I’ve been anxious my whole life long, but I haven’t always been afraid. There have been individual moments, of course, including my experiences with violence and assault. But what I feel now is different, dare I say more of an existential fear about my actual existence?
I do not have much family. My parents and brother are not part of my life for various reasons. Most of my extended family are conservative Republicans with whom I have very little in common. Some are great folks, but there’s no real closeness. I spend holidays with Ledcat’s family, but they also aren’t really interested in day to day intimacy and familiarity with me which is fine because you can’t force those things. It is pretty much a funeral/wedding/emergency sort of situation series of relationships.
Beyond the holidays, this creates a genuine sense of angst for me as we enter a new phase in America where I am very much someone who most others cannot abide. Not only am I queer, but I am a woman, I am fat, I am disabled and I am outspoken. I am a survivor who talks about the secrets we are supposed to keep buried. I unearth resentments that have festered since 19– when they were buried as the only survival mechanism at hand. I refuse to perpetuate generations of harm and silence that protect the guilty and persecute the innocent. That may make me accomplished, even respected, but not often liked.
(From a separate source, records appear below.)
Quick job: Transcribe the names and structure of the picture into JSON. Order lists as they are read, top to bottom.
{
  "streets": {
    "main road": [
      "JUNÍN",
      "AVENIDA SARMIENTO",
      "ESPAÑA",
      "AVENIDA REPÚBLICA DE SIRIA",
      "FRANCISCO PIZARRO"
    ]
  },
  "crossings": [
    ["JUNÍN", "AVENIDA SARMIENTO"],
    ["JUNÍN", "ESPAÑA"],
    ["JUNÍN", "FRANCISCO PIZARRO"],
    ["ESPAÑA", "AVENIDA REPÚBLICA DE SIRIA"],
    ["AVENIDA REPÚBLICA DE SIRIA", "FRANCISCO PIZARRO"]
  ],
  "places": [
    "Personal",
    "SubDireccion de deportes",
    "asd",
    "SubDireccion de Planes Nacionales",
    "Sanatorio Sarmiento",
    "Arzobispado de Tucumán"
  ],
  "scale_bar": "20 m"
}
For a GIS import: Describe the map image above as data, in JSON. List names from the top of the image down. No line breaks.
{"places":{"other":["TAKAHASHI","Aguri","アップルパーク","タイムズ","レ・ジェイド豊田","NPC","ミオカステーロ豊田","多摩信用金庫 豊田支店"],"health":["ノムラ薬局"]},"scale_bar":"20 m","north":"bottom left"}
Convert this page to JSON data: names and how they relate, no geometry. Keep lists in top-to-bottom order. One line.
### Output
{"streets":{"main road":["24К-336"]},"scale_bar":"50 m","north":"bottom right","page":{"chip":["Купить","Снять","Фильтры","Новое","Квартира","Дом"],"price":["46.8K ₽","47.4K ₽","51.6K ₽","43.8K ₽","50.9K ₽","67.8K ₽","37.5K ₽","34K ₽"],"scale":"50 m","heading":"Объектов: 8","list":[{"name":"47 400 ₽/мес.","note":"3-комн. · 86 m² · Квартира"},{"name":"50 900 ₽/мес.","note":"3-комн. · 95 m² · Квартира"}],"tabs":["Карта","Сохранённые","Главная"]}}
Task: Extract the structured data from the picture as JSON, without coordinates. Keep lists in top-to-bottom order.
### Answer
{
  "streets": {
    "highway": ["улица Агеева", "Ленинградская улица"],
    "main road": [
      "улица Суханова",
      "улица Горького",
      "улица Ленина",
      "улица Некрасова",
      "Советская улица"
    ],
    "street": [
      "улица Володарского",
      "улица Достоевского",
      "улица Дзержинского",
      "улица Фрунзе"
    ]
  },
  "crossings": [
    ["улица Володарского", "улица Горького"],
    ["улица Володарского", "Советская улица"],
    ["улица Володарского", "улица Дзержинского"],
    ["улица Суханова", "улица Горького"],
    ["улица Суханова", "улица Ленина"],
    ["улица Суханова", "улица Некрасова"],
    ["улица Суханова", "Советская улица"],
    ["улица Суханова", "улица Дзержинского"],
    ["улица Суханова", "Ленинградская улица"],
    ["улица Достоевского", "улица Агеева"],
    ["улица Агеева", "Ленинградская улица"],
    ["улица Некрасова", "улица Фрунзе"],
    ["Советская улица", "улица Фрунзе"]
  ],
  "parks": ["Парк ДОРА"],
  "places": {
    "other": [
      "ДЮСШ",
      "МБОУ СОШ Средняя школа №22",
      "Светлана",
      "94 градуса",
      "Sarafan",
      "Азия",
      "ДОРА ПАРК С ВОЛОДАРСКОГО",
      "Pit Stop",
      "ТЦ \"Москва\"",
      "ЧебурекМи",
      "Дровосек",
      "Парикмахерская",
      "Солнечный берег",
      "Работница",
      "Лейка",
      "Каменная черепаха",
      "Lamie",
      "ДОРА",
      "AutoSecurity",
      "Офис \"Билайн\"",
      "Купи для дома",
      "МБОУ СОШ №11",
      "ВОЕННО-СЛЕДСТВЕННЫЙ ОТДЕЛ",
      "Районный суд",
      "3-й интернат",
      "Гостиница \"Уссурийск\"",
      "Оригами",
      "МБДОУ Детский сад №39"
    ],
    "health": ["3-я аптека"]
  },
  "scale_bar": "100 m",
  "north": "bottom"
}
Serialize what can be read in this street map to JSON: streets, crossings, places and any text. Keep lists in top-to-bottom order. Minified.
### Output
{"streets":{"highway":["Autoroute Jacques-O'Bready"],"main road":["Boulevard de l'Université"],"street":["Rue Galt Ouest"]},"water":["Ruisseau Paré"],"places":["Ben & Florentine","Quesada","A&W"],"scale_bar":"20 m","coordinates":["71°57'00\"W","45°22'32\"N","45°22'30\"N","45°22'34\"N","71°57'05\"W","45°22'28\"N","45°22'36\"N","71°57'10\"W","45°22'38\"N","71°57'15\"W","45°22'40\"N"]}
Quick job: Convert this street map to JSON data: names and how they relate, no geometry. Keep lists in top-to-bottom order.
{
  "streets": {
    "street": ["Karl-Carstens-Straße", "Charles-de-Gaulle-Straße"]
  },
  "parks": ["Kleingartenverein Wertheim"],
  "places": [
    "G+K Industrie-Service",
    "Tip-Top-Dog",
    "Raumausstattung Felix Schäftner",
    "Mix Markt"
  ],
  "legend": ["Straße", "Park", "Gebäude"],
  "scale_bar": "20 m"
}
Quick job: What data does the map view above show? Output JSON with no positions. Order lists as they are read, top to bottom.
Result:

I am brittle in my anguish. I work best rogue, but sometimes the lure of companionship draws me into group projects where I don’t really belong. That’s a perpetual vicious cycle. I can’t be counted on because when the fuckery starts, I bolt. I don’t pretend to understand the politics of it all.
Brittle is not a term that generates much compassion or empathy because it is harsh, ugly and painful to behold. I can gussie it up when necessary, but it is fundamentally a part of who I am.
This song has always resonated with me. I remember singing it occasionally in church and finding it strangely comforting, this concept of abiding with me. I am not a particularly religious person, but it does comfort me right now when I feel so low.